◆ What you are asked to do:
Output each record exactly. Leave none out.

◆ Stored items:
────────────────────────────────────────

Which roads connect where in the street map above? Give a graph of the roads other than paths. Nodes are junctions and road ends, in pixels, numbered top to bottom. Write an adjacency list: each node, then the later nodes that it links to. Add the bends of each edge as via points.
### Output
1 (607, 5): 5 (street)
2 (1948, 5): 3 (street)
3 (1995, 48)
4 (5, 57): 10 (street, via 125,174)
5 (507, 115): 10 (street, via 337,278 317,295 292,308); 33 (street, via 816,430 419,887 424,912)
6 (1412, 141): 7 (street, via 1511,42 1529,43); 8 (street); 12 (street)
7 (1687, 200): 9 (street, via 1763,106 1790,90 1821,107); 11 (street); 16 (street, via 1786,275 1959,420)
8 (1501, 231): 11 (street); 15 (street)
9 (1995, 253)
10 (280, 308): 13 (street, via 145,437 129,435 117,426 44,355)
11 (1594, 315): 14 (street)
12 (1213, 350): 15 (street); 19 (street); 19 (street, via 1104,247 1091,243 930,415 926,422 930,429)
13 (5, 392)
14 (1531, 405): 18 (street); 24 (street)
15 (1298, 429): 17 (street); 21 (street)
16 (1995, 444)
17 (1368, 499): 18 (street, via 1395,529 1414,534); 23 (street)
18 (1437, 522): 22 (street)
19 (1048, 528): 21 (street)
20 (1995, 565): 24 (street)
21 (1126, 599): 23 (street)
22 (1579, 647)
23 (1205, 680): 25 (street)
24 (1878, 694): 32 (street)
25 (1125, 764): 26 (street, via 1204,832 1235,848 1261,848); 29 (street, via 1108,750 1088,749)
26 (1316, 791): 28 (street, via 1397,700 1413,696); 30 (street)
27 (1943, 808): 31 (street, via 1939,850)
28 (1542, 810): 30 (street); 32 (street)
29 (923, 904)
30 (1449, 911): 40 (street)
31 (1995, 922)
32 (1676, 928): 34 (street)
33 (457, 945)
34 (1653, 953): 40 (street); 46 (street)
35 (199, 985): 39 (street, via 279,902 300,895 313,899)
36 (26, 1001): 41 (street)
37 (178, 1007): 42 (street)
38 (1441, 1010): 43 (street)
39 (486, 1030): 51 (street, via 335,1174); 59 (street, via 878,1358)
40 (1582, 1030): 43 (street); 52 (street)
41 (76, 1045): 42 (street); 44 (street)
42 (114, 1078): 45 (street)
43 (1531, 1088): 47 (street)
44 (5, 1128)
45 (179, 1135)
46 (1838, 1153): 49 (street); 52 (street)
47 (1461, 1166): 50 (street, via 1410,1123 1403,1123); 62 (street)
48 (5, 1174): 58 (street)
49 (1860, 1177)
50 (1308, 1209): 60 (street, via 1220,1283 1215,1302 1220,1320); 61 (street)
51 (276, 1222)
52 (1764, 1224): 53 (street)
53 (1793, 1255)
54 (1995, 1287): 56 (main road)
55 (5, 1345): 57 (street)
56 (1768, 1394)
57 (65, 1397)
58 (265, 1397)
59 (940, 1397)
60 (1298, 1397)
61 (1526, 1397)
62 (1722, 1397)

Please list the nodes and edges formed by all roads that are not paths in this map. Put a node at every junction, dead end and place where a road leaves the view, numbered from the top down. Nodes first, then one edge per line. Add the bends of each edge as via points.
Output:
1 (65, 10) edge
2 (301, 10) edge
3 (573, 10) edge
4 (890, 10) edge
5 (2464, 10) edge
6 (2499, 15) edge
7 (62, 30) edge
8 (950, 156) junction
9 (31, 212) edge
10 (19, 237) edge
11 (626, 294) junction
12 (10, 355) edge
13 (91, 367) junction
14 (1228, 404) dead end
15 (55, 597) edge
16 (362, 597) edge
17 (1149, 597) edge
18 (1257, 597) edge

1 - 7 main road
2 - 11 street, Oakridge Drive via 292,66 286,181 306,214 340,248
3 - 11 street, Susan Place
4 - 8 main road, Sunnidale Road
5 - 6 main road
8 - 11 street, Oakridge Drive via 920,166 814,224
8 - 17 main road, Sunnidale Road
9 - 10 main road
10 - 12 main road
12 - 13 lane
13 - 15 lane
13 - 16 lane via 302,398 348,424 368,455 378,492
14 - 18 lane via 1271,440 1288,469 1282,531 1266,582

────────────────────────────────────────

◆ Solution below:
Which roads connect where in the street map above? Give a graph of the roads other than paths. Nodes are junctions and road ends, in pixels, numbered top to bottom. Write an adjacency list: each node, then the later nodes that it links to. Add the bends of each edge as via points.
### Output
1 (607, 5): 5 (street)
2 (1948, 5): 3 (street)
3 (1995, 48)
4 (5, 57): 10 (street, via 125,174)
5 (507, 115): 10 (street, via 337,278 317,295 292,308); 33 (street, via 816,430 419,887 424,912)
6 (1412, 141): 7 (street, via 1511,42 1529,43); 8 (street); 12 (street)
7 (1687, 200): 9 (street, via 1763,106 1790,90 1821,107); 11 (street); 16 (street, via 1786,275 1959,420)
8 (1501, 231): 11 (street); 15 (street)
9 (1995, 253)
10 (280, 308): 13 (street, via 145,437 129,435 117,426 44,355)
11 (1594, 315): 14 (street)
12 (1213, 350): 15 (street); 19 (street); 19 (street, via 1104,247 1091,243 930,415 926,422 930,429)
13 (5, 392)
14 (1531, 405): 18 (street); 24 (street)
15 (1298, 429): 17 (street); 21 (street)
16 (1995, 444)
17 (1368, 499): 18 (street, via 1395,529 1414,534); 23 (street)
18 (1437, 522): 22 (street)
19 (1048, 528): 21 (street)
20 (1995, 565): 24 (street)
21 (1126, 599): 23 (street)
22 (1579, 647)
23 (1205, 680): 25 (street)
24 (1878, 694): 32 (street)
25 (1125, 764): 26 (street, via 1204,832 1235,848 1261,848); 29 (street, via 1108,750 1088,749)
26 (1316, 791): 28 (street, via 1397,700 1413,696); 30 (street)
27 (1943, 808): 31 (street, via 1939,850)
28 (1542, 810): 30 (street); 32 (street)
29 (923, 904)
30 (1449, 911): 40 (street)
31 (1995, 922)
32 (1676, 928): 34 (street)
33 (457, 945)
34 (1653, 953): 40 (street); 46 (street)
35 (199, 985): 39 (street, via 279,902 300,895 313,899)
36 (26, 1001): 41 (street)
37 (178, 1007): 42 (street)
38 (1441, 1010): 43 (street)
39 (486, 1030): 51 (street, via 335,1174); 59 (street, via 878,1358)
40 (1582, 1030): 43 (street); 52 (street)
41 (76, 1045): 42 (street); 44 (street)
42 (114, 1078): 45 (street)
43 (1531, 1088): 47 (street)
44 (5, 1128)
45 (179, 1135)
46 (1838, 1153): 49 (street); 52 (street)
47 (1461, 1166): 50 (street, via 1410,1123 1403,1123); 62 (street)
48 (5, 1174): 58 (street)
49 (1860, 1177)
50 (1308, 1209): 60 (street, via 1220,1283 1215,1302 1220,1320); 61 (street)
51 (276, 1222)
52 (1764, 1224): 53 (street)
53 (1793, 1255)
54 (1995, 1287): 56 (main road)
55 (5, 1345): 57 (street)
56 (1768, 1394)
57 (65, 1397)
58 (265, 1397)
59 (940, 1397)
60 (1298, 1397)
61 (1526, 1397)
62 (1722, 1397)

Please list the nodes and edges formed by all roads that are not paths in this map. Put a node at every junction, dead end and place where a road leaves the view, numbered from the top down. Nodes first, then one edge per line. Add the bends of each edge as via points.
Output:
1 (65, 10) edge
2 (301, 10) edge
3 (573, 10) edge
4 (890, 10) edge
5 (2464, 10) edge
6 (2499, 15) edge
7 (62, 30) edge
8 (950, 156) junction
9 (31, 212) edge
10 (19, 237) edge
11 (626, 294) junction
12 (10, 355) edge
13 (91, 367) junction
14 (1228, 404) dead end
15 (55, 597) edge
16 (362, 597) edge
17 (1149, 597) edge
18 (1257, 597) edge

1 - 7 main road
2 - 11 street, Oakridge Drive via 292,66 286,181 306,214 340,248
3 - 11 street, Susan Place
4 - 8 main road, Sunnidale Road
5 - 6 main road
8 - 11 street, Oakridge Drive via 920,166 814,224
8 - 17 main road, Sunnidale Road
9 - 10 main road
10 - 12 main road
12 - 13 lane
13 - 15 lane
13 - 16 lane via 302,398 348,424 368,455 378,492
14 - 18 lane via 1271,440 1288,469 1282,531 1266,582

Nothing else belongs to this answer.